Based on OpenAI's video on YouTube. If you like this content, support the original creators by watching, liking and subscribing to their content.

TL;DR

Built-in tools run on OpenAI infrastructure, so developers typically don’t need to execute tool calls in their own code or manually feed results back into the model’s context.

Briefing

Built-in tools let large language models search the web, query private files, and call external services—without developers writing the usual glue code to run those actions. Instead of manually executing function calls and feeding results back into the model, the tools run on OpenAI infrastructure and the outcomes are automatically inserted into the conversation so the model can produce a final answer in the same flow. That shift matters because it removes a major source of engineering overhead (and state-management complexity) when building agentic apps that need live information or access to business systems.

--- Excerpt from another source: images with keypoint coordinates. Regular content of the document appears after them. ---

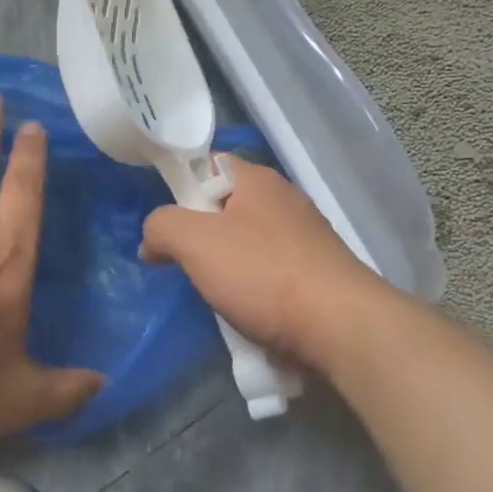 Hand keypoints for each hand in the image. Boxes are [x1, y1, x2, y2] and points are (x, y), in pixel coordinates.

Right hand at [140, 155, 394, 376]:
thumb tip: (153, 240)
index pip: (210, 164)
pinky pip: (271, 273)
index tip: (167, 222)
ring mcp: (306, 238)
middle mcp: (285, 200)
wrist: (340, 327)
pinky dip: (255, 290)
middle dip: (201, 235)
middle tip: (186, 263)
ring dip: (227, 268)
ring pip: (248, 244)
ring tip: (216, 295)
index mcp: (258, 180)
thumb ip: (162, 227)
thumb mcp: (195, 242)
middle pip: (227, 207)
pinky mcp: (318, 273)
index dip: (182, 187)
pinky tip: (248, 313)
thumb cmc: (263, 274) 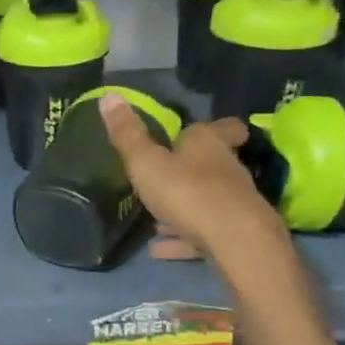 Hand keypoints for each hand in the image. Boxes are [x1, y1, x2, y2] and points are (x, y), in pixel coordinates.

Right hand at [97, 93, 305, 307]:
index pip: (220, 127)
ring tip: (154, 222)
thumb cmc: (187, 191)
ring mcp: (234, 202)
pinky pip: (203, 234)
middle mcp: (226, 167)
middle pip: (212, 163)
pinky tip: (158, 250)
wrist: (236, 241)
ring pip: (207, 200)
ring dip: (183, 208)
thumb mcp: (145, 162)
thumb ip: (127, 134)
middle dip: (191, 170)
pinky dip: (182, 239)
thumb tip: (109, 95)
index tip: (201, 133)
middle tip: (166, 177)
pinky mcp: (234, 234)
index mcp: (207, 143)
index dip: (214, 129) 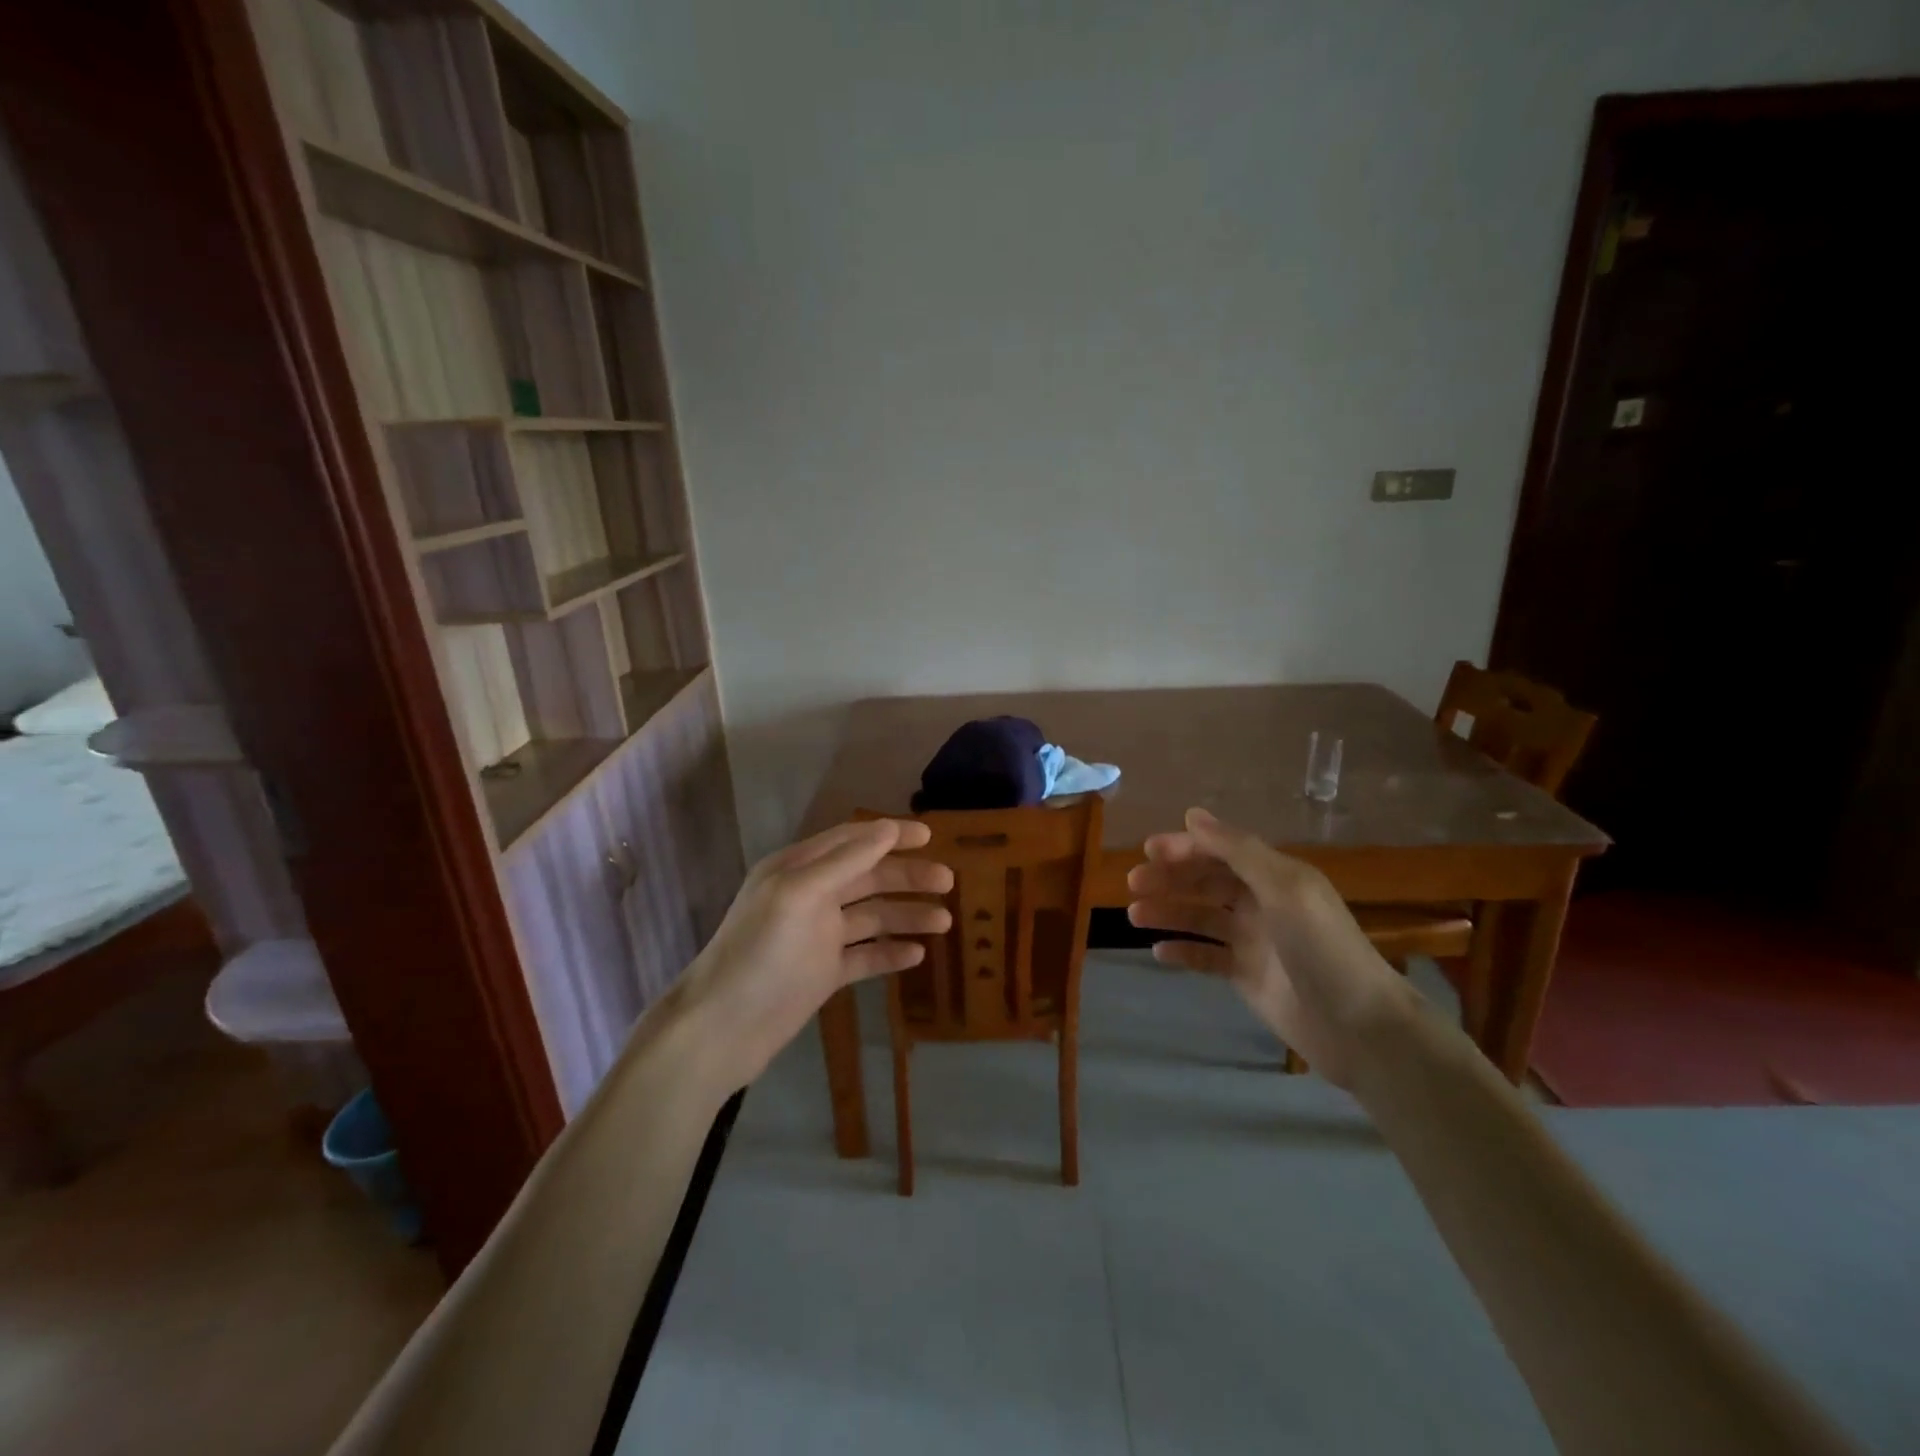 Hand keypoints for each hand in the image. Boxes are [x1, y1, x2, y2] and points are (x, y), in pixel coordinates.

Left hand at [676, 818, 953, 1087]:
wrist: (721, 1030)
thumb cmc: (759, 954)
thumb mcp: (799, 896)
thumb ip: (844, 861)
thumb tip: (887, 828)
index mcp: (798, 870)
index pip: (852, 841)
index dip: (891, 835)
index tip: (930, 836)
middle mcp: (810, 897)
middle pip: (868, 877)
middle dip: (907, 876)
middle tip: (948, 882)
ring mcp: (817, 937)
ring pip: (871, 917)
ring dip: (906, 915)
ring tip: (944, 922)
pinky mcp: (823, 973)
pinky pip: (865, 956)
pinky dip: (890, 953)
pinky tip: (917, 955)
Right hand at [1126, 807, 1411, 1087]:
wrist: (1359, 1026)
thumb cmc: (1321, 947)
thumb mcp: (1283, 887)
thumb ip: (1237, 850)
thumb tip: (1192, 815)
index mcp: (1275, 875)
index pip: (1221, 851)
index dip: (1185, 847)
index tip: (1148, 852)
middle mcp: (1262, 902)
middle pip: (1206, 882)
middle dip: (1169, 879)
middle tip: (1133, 884)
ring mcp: (1254, 940)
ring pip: (1201, 917)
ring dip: (1168, 912)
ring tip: (1133, 915)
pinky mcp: (1247, 975)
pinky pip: (1207, 956)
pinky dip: (1183, 951)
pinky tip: (1158, 951)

The session breaks “built-in tools” into two parts. “Tools” are required when LLMs must interact with data or take actions—LLMs can generate text, but they can’t natively search internal databases, retrieve current events, or operate on third-party platforms. “Built-in” means developers don’t have to code the tool plumbing themselves; they can enable a set of hosted capabilities and grant the model access. The team contrasts this with traditional function calling: function calling requires three explicit steps—declare functions, execute them in your code, then return results to the model. Built-in tools collapse that middle execution step by running the tool automatically and appending results to the context.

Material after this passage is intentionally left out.